### Exercise data

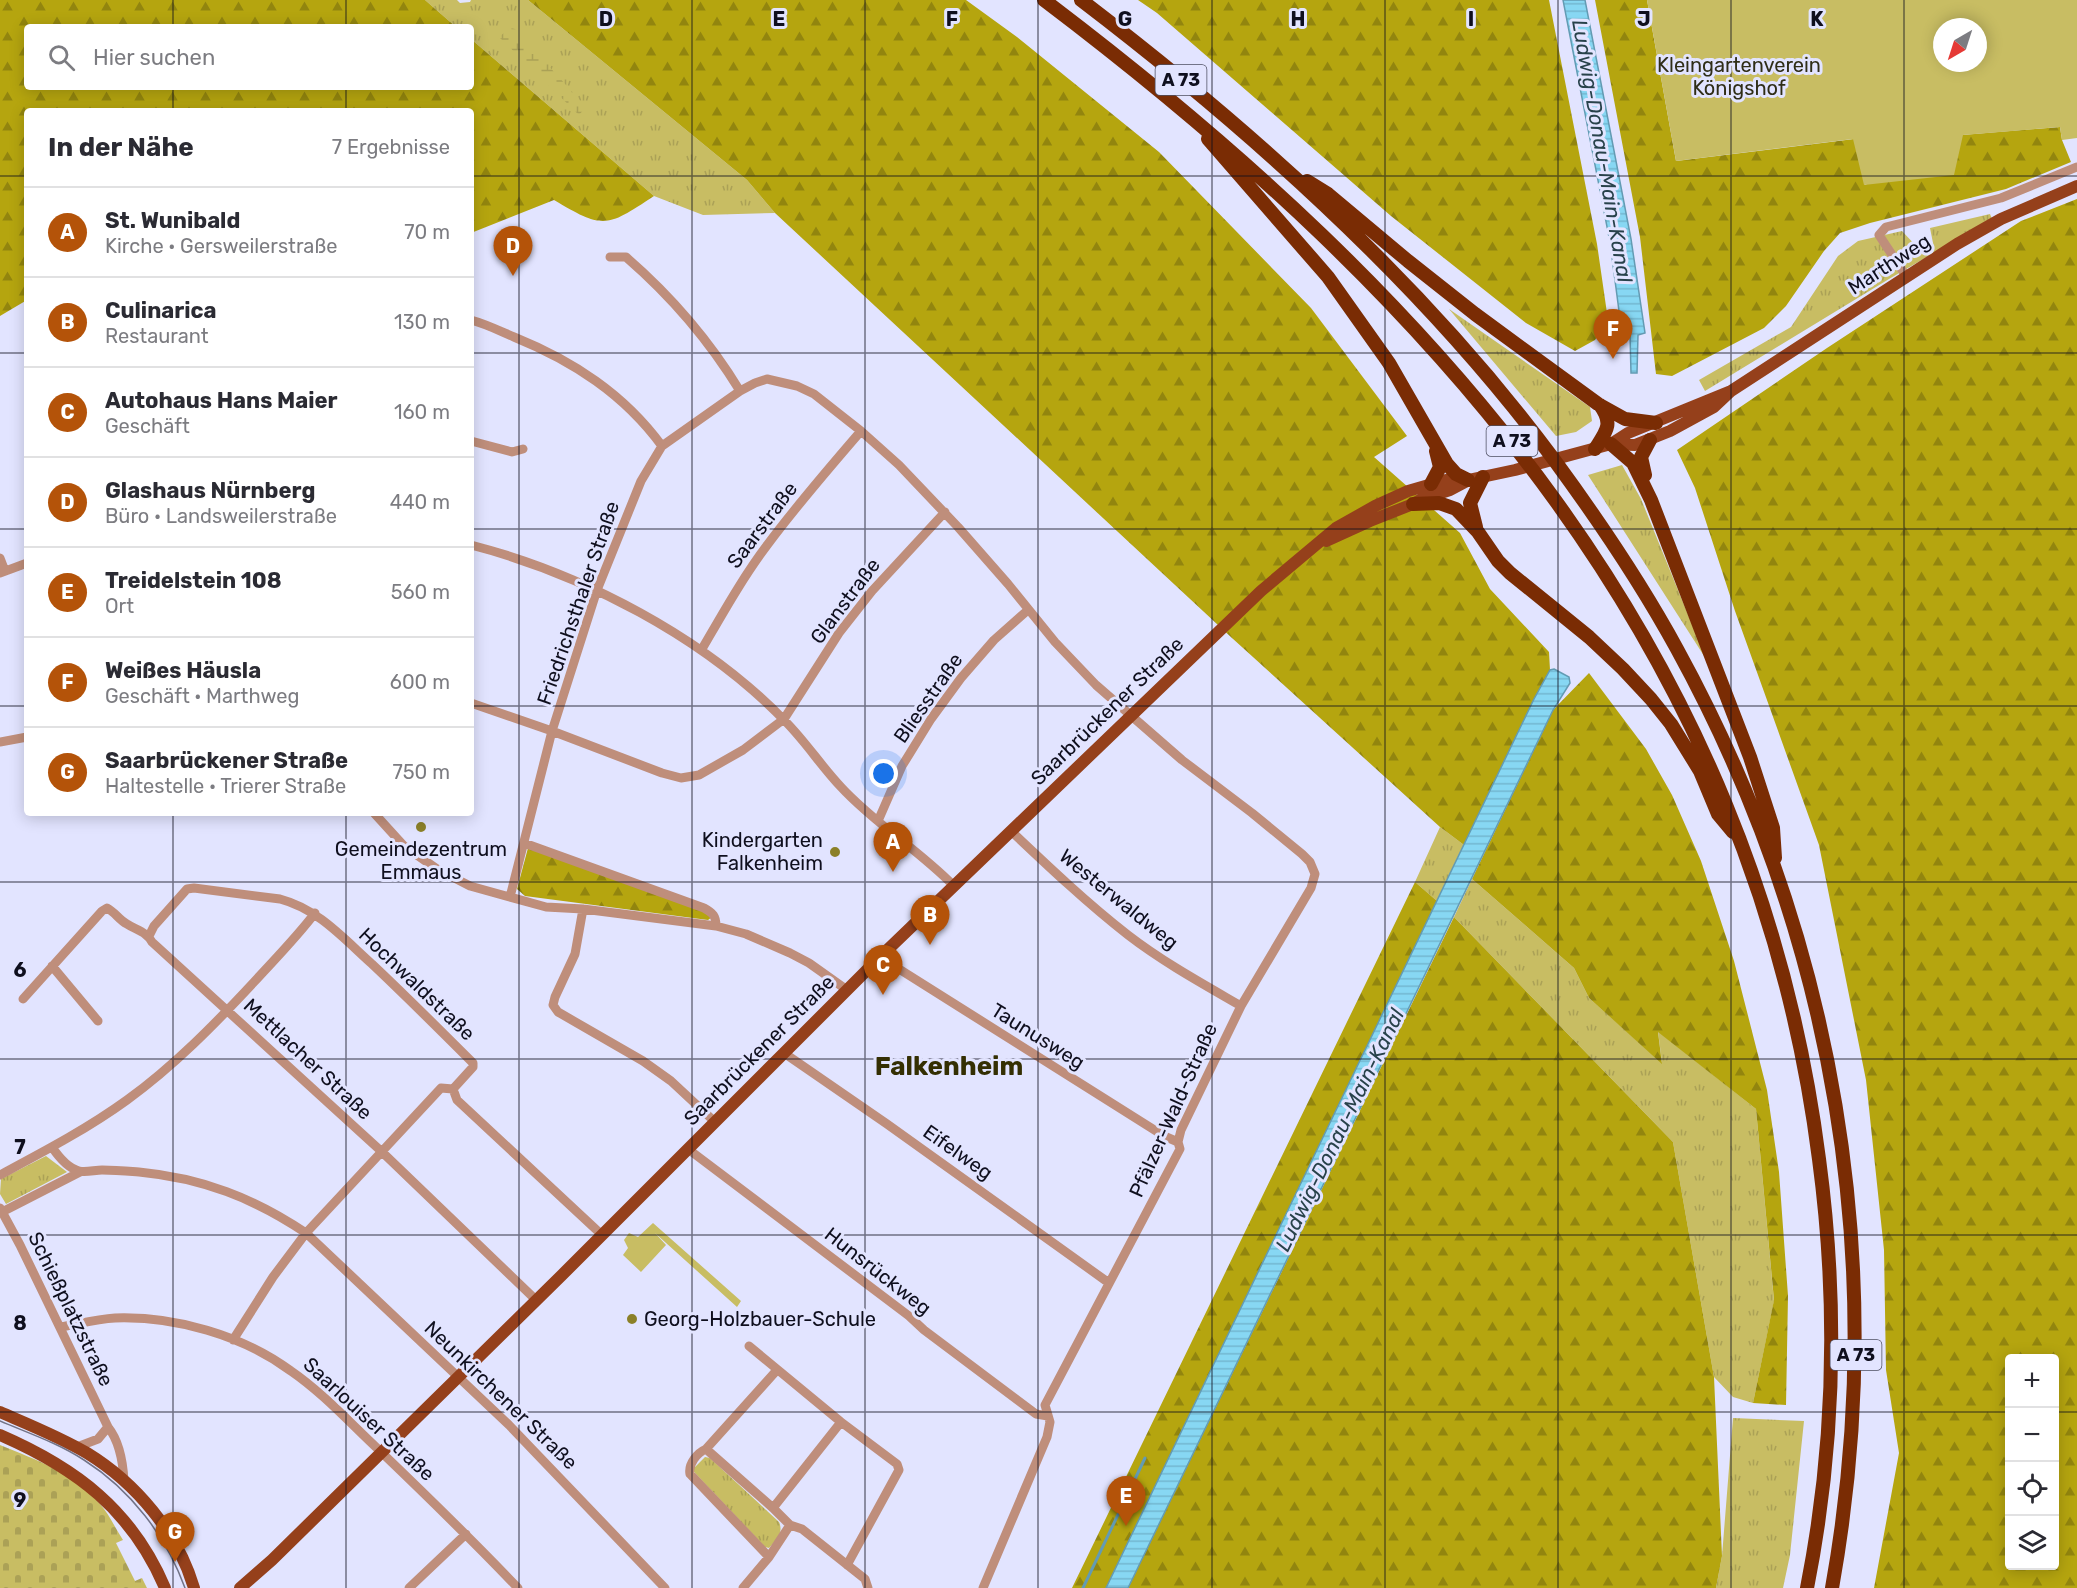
<!DOCTYPE html>
<html lang="de">
<meta charset="utf-8">
<style>
body{margin:0;font-family:Rubik,sans-serif;background:#f2f2f3;color:#2b2b33}
.controls{position:absolute;right:18px;bottom:18px;display:grid;overflow:hidden;border-radius:6px;box-shadow:0 3px 15px #0003}
.controls button{width:54px;height:54px;display:grid;place-items:center;padding:0;border:0;border-bottom:2px solid #e1e1e2;background:#fff;color:#2b2b33;font:30px sans-serif}
.compass{position:absolute;left:1933px;top:18px;width:54px;height:54px;border-radius:50%;background:#fff;box-shadow:0 3px 15px #0003;rotate:219deg}
.you{position:absolute;left:884px;top:774px;width:21px;height:21px;margin:-15px;border:4px solid #fff;border-radius:50%;background:#1a73e8;box-shadow:0 0 0 9px #1a73e833}
.badge{display:grid;place-items:center;width:39px;height:39px;border-radius:50%;background:#b45309;color:#fff;font-size:20px;font-weight:700}
.pin{position:absolute;translate:-50% -50px;filter:drop-shadow(0 2px 3px #0008)}
.pin::after{content:'';position:absolute;top:32px;width:21px;height:18px;background:inherit;clip-path:polygon(0 0,100% 0,50% 100%)}
.list{margin:0;padding:0;list-style:none}
h2{display:flex;justify-content:space-between;align-items:center;height:78px;margin:0;padding:0 24px;font-size:26px}
h2 small{font-size:20px;font-weight:400;color:#7c7c81}
.list li{display:grid;grid-template-columns:39px 1fr auto;gap:18px;align-items:center;box-sizing:border-box;height:90px;padding:0 24px;border-top:2px solid #e1e1e2}
.list b{display:block;font-size:22px;white-space:nowrap}
.list p{margin:0;font-size:20px;white-space:nowrap;color:#7c7c81}
.list em{font-size:20px;font-style:normal;color:#7c7c81}
.icon{flex:none;width:33px;height:33px;fill:none;stroke:currentColor;stroke-width:2;stroke-linecap:round;stroke-linejoin:round}
.map{position:relative;flex:none;width:2077px;height:1588px;overflow:hidden}
.search{position:absolute;background:#fff;box-shadow:0 3px 15px #0003;left:24px;top:24px;width:450px;height:66px;display:flex;align-items:center;gap:15px;box-sizing:border-box;padding:0 21px;border-radius:6px;color:#7c7c81;font-size:22px}
.panel{position:absolute;background:#fff;box-shadow:0 3px 15px #0003;left:24px;top:108px;width:450px;height:708px;border-radius:6px}
.map>svg:first-child{display:block}
</style>
<div class="map">
<svg width="2077" height="1588" viewBox="0 0 2077 1588">
<defs>
<pattern id="grass-tufts" width="24" height="20" patternUnits="userSpaceOnUse" patternTransform="scale(1.5)"><rect width="24" height="20" fill="#c8bd63"/><path d="M3 7l-1-3M5 7V3M7 7l1-3M15 17l-1-3M17 17v-4M19 17l1-3" fill="none" stroke="#aba156"/></pattern>
<pattern id="forest-firs" width="22" height="20" patternUnits="userSpaceOnUse" patternTransform="scale(1.5)"><rect width="22" height="20" fill="#b5a50f"/><path d="M5 1l3.5 6h-7zM16 11l3.5 6h-7z" fill="#92850e"/></pattern>
<pattern id="wetland-marsh" width="20" height="14" patternUnits="userSpaceOnUse" patternTransform="scale(1.5)"><rect width="20" height="14" fill="#c8bd63"/><path d="M1 5h8M5 5V1M11 12h8M15 12V8" fill="none" stroke="#aba156"/></pattern>
<pattern id="cemetery-stones" width="16" height="16" patternUnits="userSpaceOnUse" patternTransform="scale(1.5)"><rect width="16" height="16" fill="#c8bd63"/><path d="M2 7V4a2 2 0 0 1 4 0v3zM10 15v-3a2 2 0 0 1 4 0v3z" fill="#aba156"/></pattern>
<pattern id="water-rules" width="6" height="5" patternUnits="userSpaceOnUse" patternTransform="scale(1.5)"><rect width="6" height="5" fill="#87d7f3"/><path d="M0 2.5h6" fill="none" stroke="#73b7d0"/></pattern>
</defs>
<rect width="100%" height="100%" fill="#e2e4ff"/>
<path fill="url(#grass-tufts)" d="M425,0h32l3,3 10,-1 1,-2h57l219,180 28,33 -72,2 -49,-19 -183,-157v-12h-15z
M1990,214l2,5 -103,60 -184,112 -6,-11 92,-53 47,-71 20,-15 44,-10 16,17 15,-5 -3,-15z
M1449,309l141,98 2,14 -16,11 -20,4z
M1622,465l19,34 65,160 -118,-184z
M1440,827l24,18 -27,56 -22,-19z
M1472,879l102,89 15,30 73,65 -4,-32 98,78 18,192 -21,102 -20,-6 -19,-20 -41,-235 -219,-225z
M46,1156l21,16 -61,32 -6,-10 1,-15z
M1733,1418l71,3 -14,134 -7,33h-67l6,-32z
M705,1457l5,1 69,64c5,11 -3,18 -10,26l-4,-1 -71,-75v-4z"/>
<path fill="url(#forest-firs)" fill-rule="evenodd" d="M0,0h425l31,27h-429v60h444v-48l183,157c-47,31 -50,34 -100,4l-83,33v-122h-444v189l-27,16z
M528,0h438l51,37 142,115 152,156 96,128 -33,21 86,76 30,56 59,63 1,18 -16,29 -70,146 -24,-18 -208,-189 -457,-425 -28,-33z
M1138,0h411l48,244 11,76 -13,20 -20,11 -49,-28 -135,-107 -234,-203z
M1595,0h52l29,161 178,-22 11,46 97,-50 98,-8 2,13 9,22 -65,27 -136,34 -30,10 -16,18 -38,55 -22,22 -92,48 -16,-2 -16,-137z
M2077,199v1389h-203l25,-135 -13,-83 -2,-120 -18,-170 -47,-235 -84,-234 -40,-123 -18,-38 150,-102 194,-127zM2054,1358v208h-44v-208z
M1589,673l57,76 26,46 29,66 33,100 33,129 12,82 9,124 -2,109 -33,-2 21,-103 -18,-191 -98,-77 4,32 -73,-66 -15,-30 -102,-89 81,-169z
M528,848l182,64 2,5 -4,3 -183,-24 -8,-7z
M1415,882l22,19 -331,687h-34z
M1454,917l219,225 41,235 8,179 -6,32h-588z"/>
<path fill="url(#wetland-marsh)" d="M510,28l5,1 71,78 -7,8 -80,-78z"/>
<path fill="url(#cemetery-stones)" d="M0,1445c36,15 75,28 100,59 9,10 15,24 23,36l-7,3 19,38 7,-3 5,10h-147z"/>
<path fill="#c8bd63" fill-rule="evenodd" d="M1647,0h430v138l-15,2 -2,-13 -97,8 -9,40 -90,10 -11,-46 -177,22zM1942,27h36v36h-36z
M653,1223l88,78 -4,6 -82,-74 11,12 -25,27 -18,-17 5,-7 -4,-8 5,-7 9,4z"/>
<path fill="url(#water-rules)" stroke="#639bb3" stroke-width="1.5" d="M1563,0h22l46,239 14,94 -7,2 -1,38h-6l-1,-38 -8,-1 -12,-92z
M1554,669l15,8 1,6 -17,27 -425,878h-22l428,-889 16,-29z"/>
<g fill="none" stroke-linecap="round" stroke-linejoin="round">
<path stroke="#639bb3" stroke-width="3" d="M1083,1588l62,-130"/>
<path stroke="#bf8e7b" stroke-width="9" d="M610,257h16c45,39 83,83 114,134
M1906,276l-27,-41 7,-8 115,-29 76,-31
M471,320c15,4 29,11 43,17 59,24 110,57 148,109
M471,441l41,11 11,-3
M471,545c112,29 233,92 314,176 21,21 36,45 56,66 34,37 78,63 113,99
M0,558l5,13
M0,573l27,-10
M702,649c21,-36 41,-72 66,-105 29,-39 61,-76 93,-113
M471,703l81,28 110,42 19,5 18,-3 44,-25 41,-31 55,-86 33,-42 73,-79
M0,742l27,-5
M374,813l30,33 33,23 33,17 76,21 37,2 133,17 30,8 44,19 19,10 38,27
M878,821l24,-55 29,-47 30,-41 33,-38 34,-30
M1011,831c38,36 76,72 117,104 35,27 75,49 113,71
M524,843l180,65c9,5 12,8 12,18
M510,897l42,-166 45,-141 44,-109 21,-35 78,-55 15,-8 12,-4 30,7 17,8 47,37 38,34 59,62 50,57 47,58 41,43 86,75 70,53 50,41 8,8 5,12 -4,14 -70,118 -60,124 -3,12 2,7 -135,256 5,17 -3,15 -64,151
M583,909l-8,45 -20,43 -2,8 5,7 85,49 28,20 44,41
M149,936l5,-10 33,-37 7,-1 86,11c38,10 63,39 92,65 34,32 68,66 101,99v4l-20,22 4,11 145,135
M880,957l284,179 14,6
M52,966l46,55
M23,999l79,-88 5,-3c8,4 12,12 20,16 9,6 20,8 25,18l229,209 155,149
M784,1053l103,71 222,159
M52,1147c6,9 16,21 27,24 6,2 16,-1 23,-1 12,0 24,1 37,2 63,6 115,26 167,61l203,192 156,163
M688,1149l221,167 15,14 112,84 12,2
M0,1175c43,-23 87,-46 127,-75 47,-34 88,-76 127,-118 21,-23 42,-44 61,-69
M0,1208l20,37 88,182c12,15 15,35 16,54
M2,1212l78,-40
M61,1327c17,-3 36,-8 54,-9 60,-2 127,17 176,53 32,22 59,52 88,79 47,45 94,91 139,138
M233,1340l40,-63 33,-44 135,-145 12,1
M749,1346l92,76 56,42 2,6 -52,95
M77,1447l21,-8 10,-12
M706,1449c-9,4 -18,15 -16,25l79,83
M773,1508l-67,-59 71,-79
M790,1525l12,4 63,50 3,9
M409,1588l57,-54
M743,1588l26,-31 21,-32 -17,-17 68,-86"/>
<path stroke="#95401b" stroke-width="12" d="M1611,444l24,1 35,-14 44,-24 17,-16 226,-147 44,-25 76,-33
M1326,541l44,-20 43,-17 9,-5 28,-9 17,-9
M0,1412c30,13 60,25 87,41 49,30 91,80 107,135
M0,1435c76,33 132,75 165,153
M240,1588l32,-28 289,-284 319,-319 381,-366 75,-63 39,-22 33,-15 38,-11h22l47,-10 96,-26 17,-11 103,-42"/>
<path stroke="#7a2c04" stroke-width="14" d="M1044,0c395,299 710,649 775,1159 19,142 16,288 -12,429
M1081,0c173,132 344,285 474,461 44,60 86,122 122,188 158,288 213,616 155,939
M1208,139l120,138 61,86 58,101 9,10 12,6
M1307,181l21,13 80,67 67,53 123,90 27,15 31,4
M1611,444l22,19 18,37 99,257 23,71 2,30
M1595,449c11,-17 19,-25 5,-44
M1645,475l-4,-18 9,-17
M1431,484l9,-17 -4,-16
M1413,504l26,-1 17,6 22,23 20,29 12,12 79,64 34,32 28,30 20,25 29,47 18,43 15,18
M1476,527l-6,-24 13,-26"/>
<path stroke="#727387" stroke-width="1.5" d="M0,1421c28,12 58,22 84,39 47,30 82,76 101,128"/>
</g>
<path fill="none" stroke="#0f0f1e" stroke-width="1.5" stroke-opacity="0.55" d="M173,0v27M346,0v27M519,0v1588M692,0v1588M865,0v1588M1038,0v1588M1212,0v1588M1385,0v1588M1558,0v1588M1731,0v1588M1904,0v1588M173,87v24M346,87v24M0,176h27M471,176h1606M0,353h27M471,353h1606M0,529h27M471,529h1606M0,706h27M471,706h1606M173,813v775M346,813v775M0,882h2077M0,1059h2077M0,1235h2077M0,1412h2010M2054,1412h23"/>
<g fill="#8b8028" stroke="#e2e4ff" stroke-width="2">
<circle cx="421" cy="827" r="6"/>
<circle cx="835" cy="852" r="6"/>
<circle cx="632" cy="1319" r="6"/>
</g>
<g text-anchor="middle" stroke-width="6" stroke-linejoin="round" paint-order="stroke">
<g fill="#e2e4ff" stroke="#4e4f62" stroke-width="1.5">
<rect x="1155.5" y="65" width="51" height="30" rx="4.5"/>
<rect x="1486.5" y="426" width="51" height="30" rx="4.5"/>
<rect x="1830.5" y="1340" width="51" height="30" rx="4.5"/>
</g>
<g font-size="18" font-weight="bold" fill="#0f0f1e">
<text x="1181" y="86">A 73</text>
<text x="1512" y="447">A 73</text>
<text x="1856" y="1361">A 73</text>
</g>
<g font-size="20" fill="#2f2d17" stroke="#e2e4ff">
<text x="1739" y="72">Kleingartenverein<tspan x="1739" dy="23">Königshof</tspan></text>
</g>
<g font-size="20" fill="#0f0f1e" stroke="#e2e4ff">
<text transform="translate(1889 264) rotate(-33)" y="7">Marthweg</text>
<text transform="translate(762 525) rotate(-53)" y="7">Saarstraße</text>
<text transform="translate(845 601) rotate(-53)" y="7">Glanstraße</text>
<text transform="translate(578 603) rotate(-71)" y="7">Friedrichsthaler Straße</text>
<text transform="translate(928 698) rotate(-55)" y="7">Bliesstraße</text>
<text transform="translate(1107 711) rotate(-44)" y="7">Saarbrückener Straße</text>
<text transform="translate(1119 899) rotate(39)" y="7">Westerwaldweg</text>
<text transform="translate(417 984) rotate(44)" y="7">Hochwaldstraße</text>
<text transform="translate(1038 1036) rotate(32)" y="7">Taunusweg</text>
<text transform="translate(759 1050) rotate(-45)" y="7">Saarbrückener Straße</text>
<text transform="translate(308 1059) rotate(43)" y="7">Mettlacher Straße</text>
<text transform="translate(1173 1110) rotate(-66)" y="7">Pfälzer-Wald-Straße</text>
<text transform="translate(958 1152) rotate(35)" y="7">Eifelweg</text>
<text transform="translate(878 1271) rotate(38)" y="7">Hunsrückweg</text>
<text transform="translate(71 1309) rotate(64)" y="7">Schießplatzstraße</text>
<text transform="translate(501 1395) rotate(44)" y="7">Neunkirchener Straße</text>
<text transform="translate(369 1419) rotate(43)" y="7">Saarlouiser Straße</text>
</g>
<g font-size="20" fill="#0f0f1e" stroke="#e2e4ff" text-anchor="end">
<text x="823" y="847">Kindergarten<tspan x="823" dy="23">Falkenheim</tspan></text>
<text x="421" y="856" text-anchor="middle">Gemeindezentrum<tspan x="421" dy="23">Emmaus</tspan></text>
<text x="644" y="1326" text-anchor="start">Georg-Holzbauer-Schule</text>
</g>
<g font-size="21" font-style="italic" fill="#28424b" stroke="#e2e4ff">
<text transform="translate(1602 151) rotate(80)" y="7">Ludwig-Donau-Main-Kanal</text>
<text transform="translate(1340 1130) rotate(-64)" y="7">Ludwig-Donau-Main-Kanal</text>
</g>
<g font-size="26" font-weight="bold" fill="#342f03" stroke="#e2e4ff">
<text x="949" y="1075">Falkenheim</text>
</g>
</g>
<g font-size="20" text-anchor="middle" font-weight="bold" fill="#0f0f1e" stroke="#e2e4ff" stroke-width="6" stroke-linejoin="round" paint-order="stroke">
<text x="606" y="26">D</text>
<text x="779" y="26">E</text>
<text x="952" y="26">F</text>
<text x="1125" y="26">G</text>
<text x="1298" y="26">H</text>
<text x="1471" y="26">I</text>
<text x="1644" y="26">J</text>
<text x="1817" y="26">K</text>
<text x="20" y="977">6</text>
<text x="20" y="1154">7</text>
<text x="20" y="1330">8</text>
<text x="20" y="1507">9</text>
</g>
</svg>
<div class="controls">
<button>+</button>
<button>−</button>
<button><svg class="icon" aria-label="locate" viewBox="0 0 24 24"><circle cx="12" cy="12" r="6"/><path d="M12 2v4M12 18v4M2 12h4M18 12h4"/></svg></button>
<button><svg class="icon" aria-label="layers" viewBox="0 0 24 24"><path d="M12 4l9 5-9 5-9-5zM3 14l9 5 9-5"/></svg></button>
</div>
<svg class="compass" viewBox="-18 -18 36 36"><path d="M0-13l5 13h-10z" fill="#e53935"/><path d="M0 13l5-13h-10z" fill="#7c7c81"/></svg>
<div class="you"></div>
<div class="pin badge" style="left:893px;top:872px">A</div>
<div class="pin badge" style="left:930px;top:945px">B</div>
<div class="pin badge" style="left:883px;top:995px">C</div>
<div class="pin badge" style="left:513px;top:276px">D</div>
<div class="pin badge" style="left:1126px;top:1526px">E</div>
<div class="pin badge" style="left:1613px;top:359px">F</div>
<div class="pin badge" style="left:175px;top:1562px">G</div>
<div class="search"><svg class="icon" aria-label="search" viewBox="0 0 24 24"><circle cx="10" cy="10" r="6"/><path d="M15 15l6 6"/></svg>Hier suchen</div>
<section class="panel">
<h2>In der Nähe<small>7 Ergebnisse</small></h2>
<ul class="list">
<li><span class="badge">A</span><div><b>St. Wunibald</b><p>Kirche · Gersweilerstraße</p></div><em>70 m</em></li>
<li><span class="badge">B</span><div><b>Culinarica</b><p>Restaurant</p></div><em>130 m</em></li>
<li><span class="badge">C</span><div><b>Autohaus Hans Maier</b><p>Geschäft</p></div><em>160 m</em></li>
<li><span class="badge">D</span><div><b>Glashaus Nürnberg</b><p>Büro · Landsweilerstraße</p></div><em>440 m</em></li>
<li><span class="badge">E</span><div><b>Treidelstein 108</b><p>Ort</p></div><em>560 m</em></li>
<li><span class="badge">F</span><div><b>Weißes Häusla</b><p>Geschäft · Marthweg</p></div><em>600 m</em></li>
<li><span class="badge">G</span><div><b>Saarbrückener Straße</b><p>Haltestelle · Trierer Straße</p></div><em>750 m</em></li>
</ul>
</section>
</div>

### Exercise objective
Find the word "align" in the records. Copy every line it appears in.

### Written reply
h2{display:flex;justify-content:space-between;align-items:center;height:78px;margin:0;padding:0 24px;font-size:26px}
.list li{display:grid;grid-template-columns:39px 1fr auto;gap:18px;align-items:center;box-sizing:border-box;height:90px;padding:0 24px;border-top:2px solid #e1e1e2}
.search{position:absolute;background:#fff;box-shadow:0 3px 15px #0003;left:24px;top:24px;width:450px;height:66px;display:flex;align-items:center;gap:15px;box-sizing:border-box;padding:0 21px;border-radius:6px;color:#7c7c81;font-size:22px}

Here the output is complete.